Probabilmente in conseguenza di ciò l'United Space Alliance, il consorzio che gestisce la stazione spaziale, annunciò che tutti i computer usati a bordo sarebbero passati al sistema operativo Linux ("per ottenere una maggiore sicurezza e affidabilità").
Può sembrare paradossale, ma spesso i computer usati nello spazio sono basati su hardware e software che sulla Terra sarebbero considerati obsoleti. Una volta verificato che un sistema funziona in modo stabile, infatti, si preferisce lasciarlo inalterato piuttosto che introdurre aggiornamenti che potrebbero causare problemi. Il sistema SCADA che controlla la stazione era fortunatamente già basato su Linux, ma le dozzine di laptop usati per controllare gli esperimenti, che ancora usavano Windows XP, sono stati tutti contagiati in breve tempo.

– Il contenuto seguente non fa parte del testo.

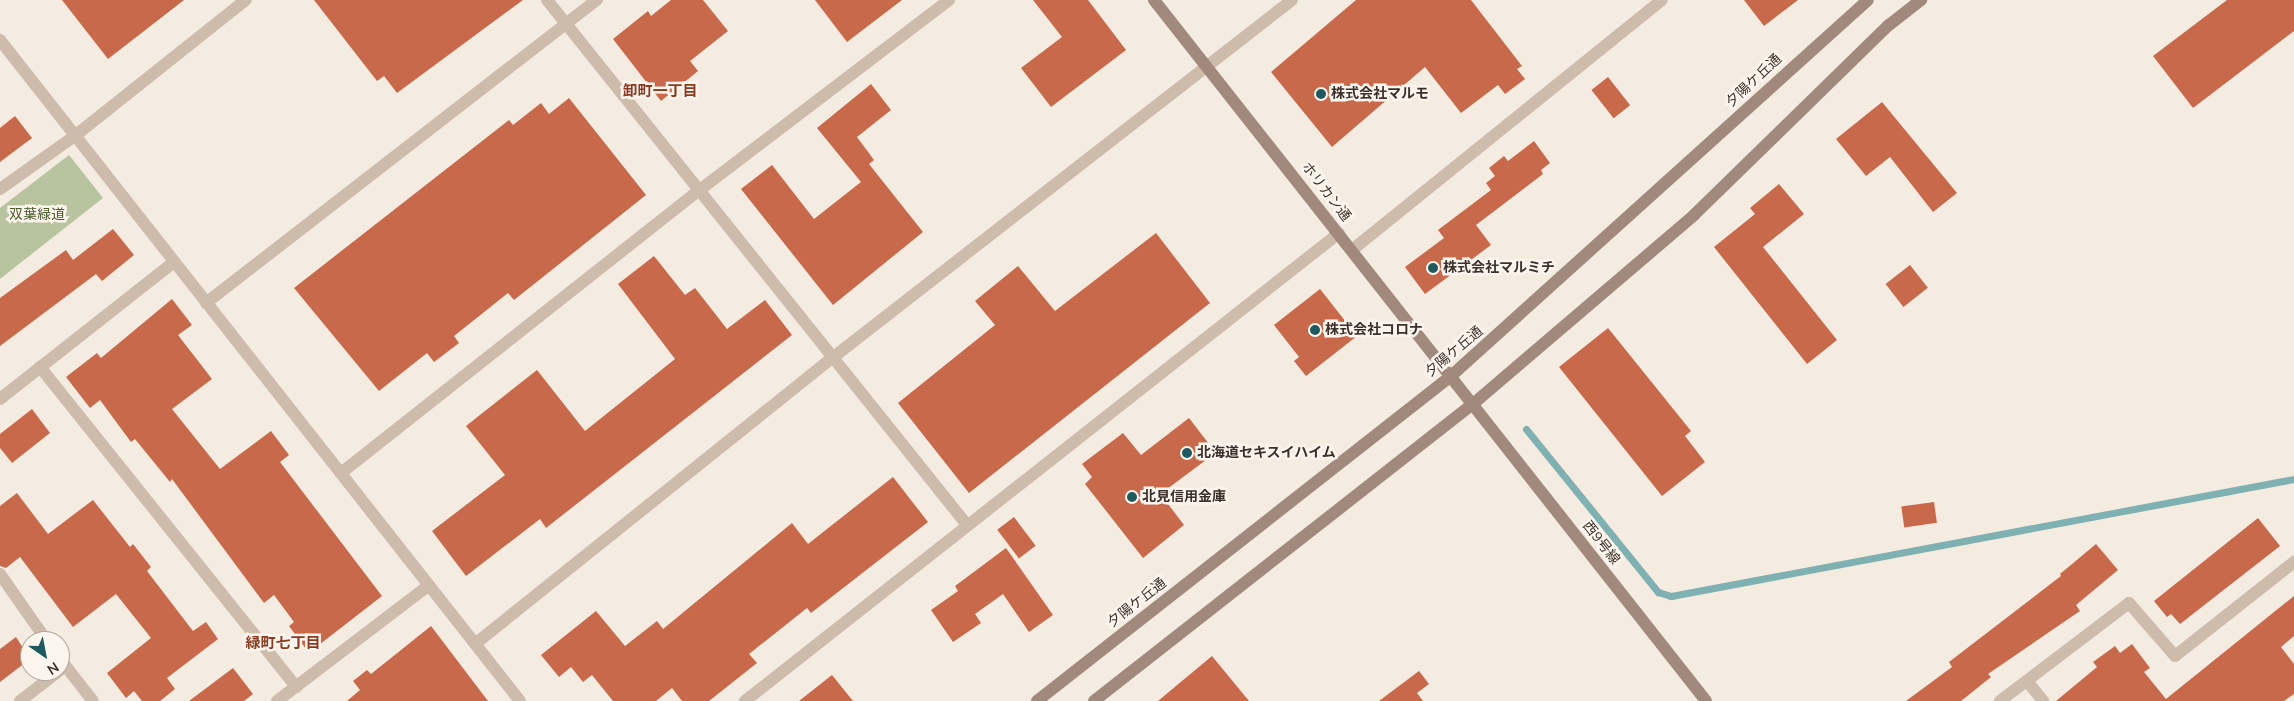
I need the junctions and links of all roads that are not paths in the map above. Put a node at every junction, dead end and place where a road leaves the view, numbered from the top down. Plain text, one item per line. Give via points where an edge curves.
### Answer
1 (246, 0) edge
2 (547, 0) edge
3 (597, 0) edge
4 (949, 0) edge
5 (1154, 0) edge
6 (1292, 0) edge
7 (1662, 0) edge
8 (1868, 0) edge
9 (1921, 0) edge
10 (566, 24) junction
11 (0, 40) edge
12 (1207, 67) junction
13 (76, 135) junction
14 (0, 189) edge
15 (697, 192) junction
16 (1339, 233) junction
17 (1352, 250) junction
18 (174, 262) junction
19 (206, 303) junction
20 (831, 359) junction
21 (40, 367) junction
22 (1450, 376) junction
23 (0, 399) edge
24 (1473, 404) junction
25 (341, 473) junction
26 (967, 525) junction
27 (2294, 562) edge
28 (0, 574) edge
29 (428, 585) junction
30 (40, 631) edge
31 (475, 644) junction
32 (70, 677) edge
33 (2026, 680) junction
34 (44, 681) edge
35 (296, 687) junction
36 (20, 701) edge
37 (92, 701) edge
38 (278, 701) edge
39 (520, 701) edge
40 (745, 701) edge
41 (1037, 701) edge
42 (1094, 701) edge
43 (1706, 701) edge
44 (2000, 701) edge
45 (2043, 701) edge

1 - 13 street
2 - 10 street
3 - 10 street
4 - 15 street
5 - 12 street, ホリカン通
6 - 12 street
7 - 17 street
8 - 22 street, 夕陽ケ丘通
9 - 24 street via 1882,32 1694,215
10 - 15 street
10 - 19 street
11 - 13 street
12 - 16 street, ホリカン通
12 - 20 street
13 - 14 street
13 - 18 street
15 - 20 street
15 - 25 street
16 - 17 street, ホリカン通
16 - 26 street
17 - 22 street, ホリカン通
18 - 19 street
18 - 21 street
19 - 25 street
20 - 26 street
20 - 31 street
21 - 23 street
21 - 35 street
22 - 24 street, ホリカン通
22 - 41 street, 夕陽ケ丘通
24 - 42 street
24 - 43 street, 西9号線
25 - 29 street
26 - 40 street
27 - 33 street via 2175,656 2129,603
28 - 30 street
29 - 31 street
29 - 35 street
31 - 39 street
32 - 37 street
33 - 44 street
33 - 45 street
34 - 36 street
35 - 38 street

Kaspersky ha poi parlato di come altre minacce informatiche come i worm Stuxman, Gauss, Flame and Red October siano così sofisticate da aver sicuramente richiesto ingenti capitali per poter essere sviluppate. Anche se non è stato mai ammesso ufficialmente, è opinione comune tra gli esperti che Stuxman sia stato creato dai servizi segreti di USA e Israele per danneggiare un impianto nucleare in Iran, diffondendosi poi nel resto del mondo. Kaspersky non è il solo a sottolineare come la ciberguerra ormai già in atto tra i servizi segreti stia mettendo strumenti e capitali a disposizione dei criminali informatici.